• _Record excerpts_
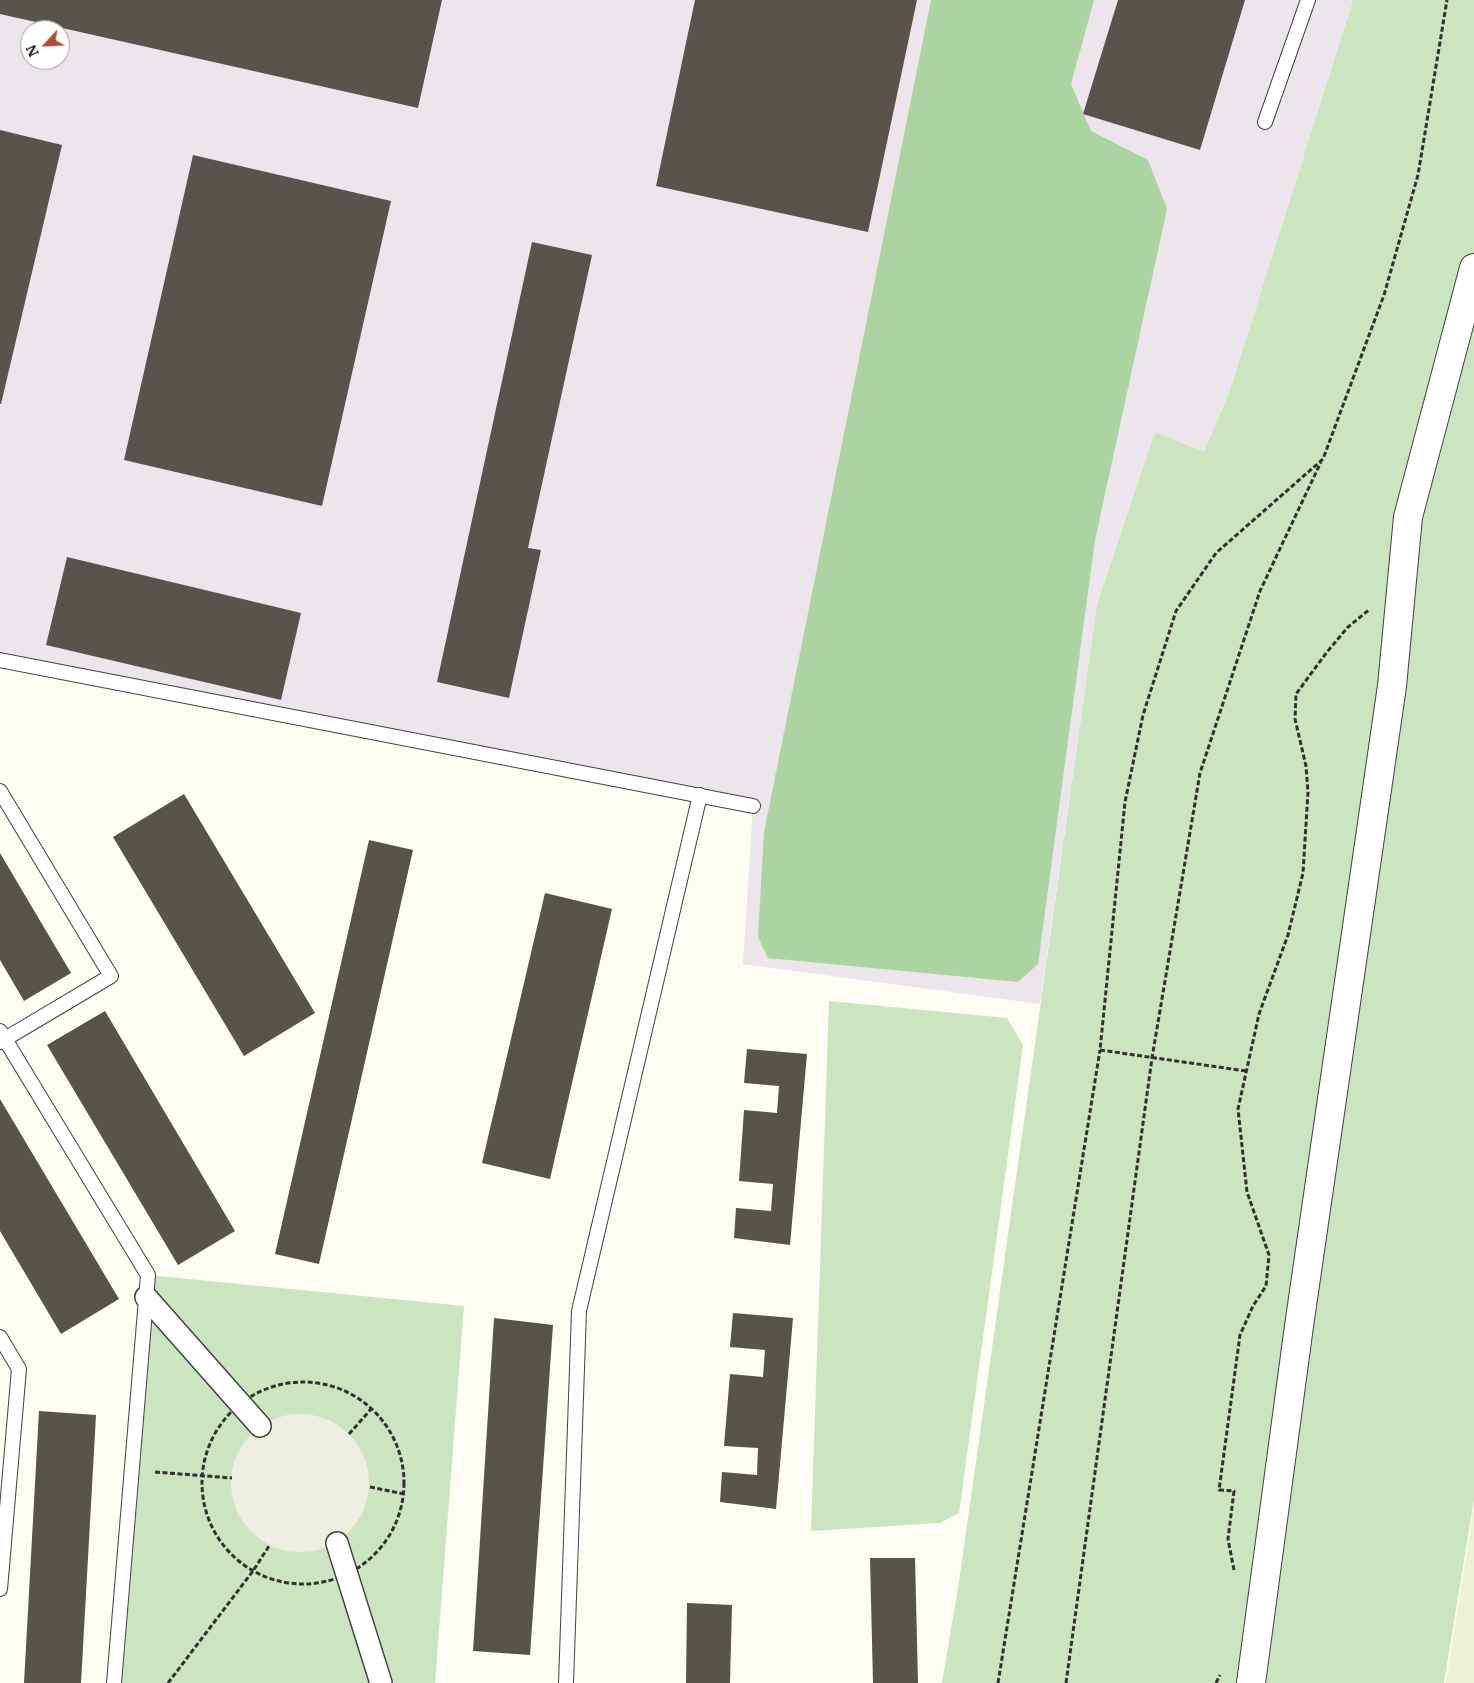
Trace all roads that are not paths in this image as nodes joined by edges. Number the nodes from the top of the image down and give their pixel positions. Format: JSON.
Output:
{"nodes":[{"id":1,"x":1308,"y":0,"type":"edge"},
{"id":2,"x":1265,"y":122,"type":"dead end"},
{"id":3,"x":1474,"y":268,"type":"edge"},
{"id":4,"x":0,"y":660,"type":"edge"},
{"id":5,"x":0,"y":792,"type":"edge"},
{"id":6,"x":700,"y":796,"type":"dead end"},
{"id":7,"x":753,"y":806,"type":"dead end"},
{"id":8,"x":2,"y":1038,"type":"edge"},
{"id":9,"x":146,"y":1297,"type":"junction"},
{"id":10,"x":0,"y":1337,"type":"edge"},
{"id":11,"x":260,"y":1426,"type":"dead end"},
{"id":12,"x":338,"y":1543,"type":"dead end"},
{"id":13,"x":0,"y":1589,"type":"edge"},
{"id":14,"x":114,"y":1683,"type":"edge"},
{"id":15,"x":381,"y":1683,"type":"edge"},
{"id":16,"x":566,"y":1683,"type":"edge"},
{"id":17,"x":1250,"y":1683,"type":"edge"}],
"edges":[{"from":1,"to":2,"type":"lane"},
{"from":3,"to":17,"type":"street"},
{"from":4,"to":7,"type":"lane"},
{"from":5,"to":8,"type":"lane"},
{"from":6,"to":16,"type":"lane"},
{"from":8,"to":9,"type":"lane"},
{"from":9,"to":11,"type":"street"},
{"from":9,"to":14,"type":"lane"},
{"from":10,"to":13,"type":"lane"},
{"from":12,"to":15,"type":"street"}]}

• _Directions_
Repeat the listing above word for word and leave its images out.

• _Reply to the exercise_
Trace all roads that are not paths in this image as nodes joined by edges. Number the nodes from the top of the image down and give their pixel positions. Format: JSON.
Output:
{"nodes":[{"id":1,"x":1308,"y":0,"type":"edge"},
{"id":2,"x":1265,"y":122,"type":"dead end"},
{"id":3,"x":1474,"y":268,"type":"edge"},
{"id":4,"x":0,"y":660,"type":"edge"},
{"id":5,"x":0,"y":792,"type":"edge"},
{"id":6,"x":700,"y":796,"type":"dead end"},
{"id":7,"x":753,"y":806,"type":"dead end"},
{"id":8,"x":2,"y":1038,"type":"edge"},
{"id":9,"x":146,"y":1297,"type":"junction"},
{"id":10,"x":0,"y":1337,"type":"edge"},
{"id":11,"x":260,"y":1426,"type":"dead end"},
{"id":12,"x":338,"y":1543,"type":"dead end"},
{"id":13,"x":0,"y":1589,"type":"edge"},
{"id":14,"x":114,"y":1683,"type":"edge"},
{"id":15,"x":381,"y":1683,"type":"edge"},
{"id":16,"x":566,"y":1683,"type":"edge"},
{"id":17,"x":1250,"y":1683,"type":"edge"}],
"edges":[{"from":1,"to":2,"type":"lane"},
{"from":3,"to":17,"type":"street"},
{"from":4,"to":7,"type":"lane"},
{"from":5,"to":8,"type":"lane"},
{"from":6,"to":16,"type":"lane"},
{"from":8,"to":9,"type":"lane"},
{"from":9,"to":11,"type":"street"},
{"from":9,"to":14,"type":"lane"},
{"from":10,"to":13,"type":"lane"},
{"from":12,"to":15,"type":"street"}]}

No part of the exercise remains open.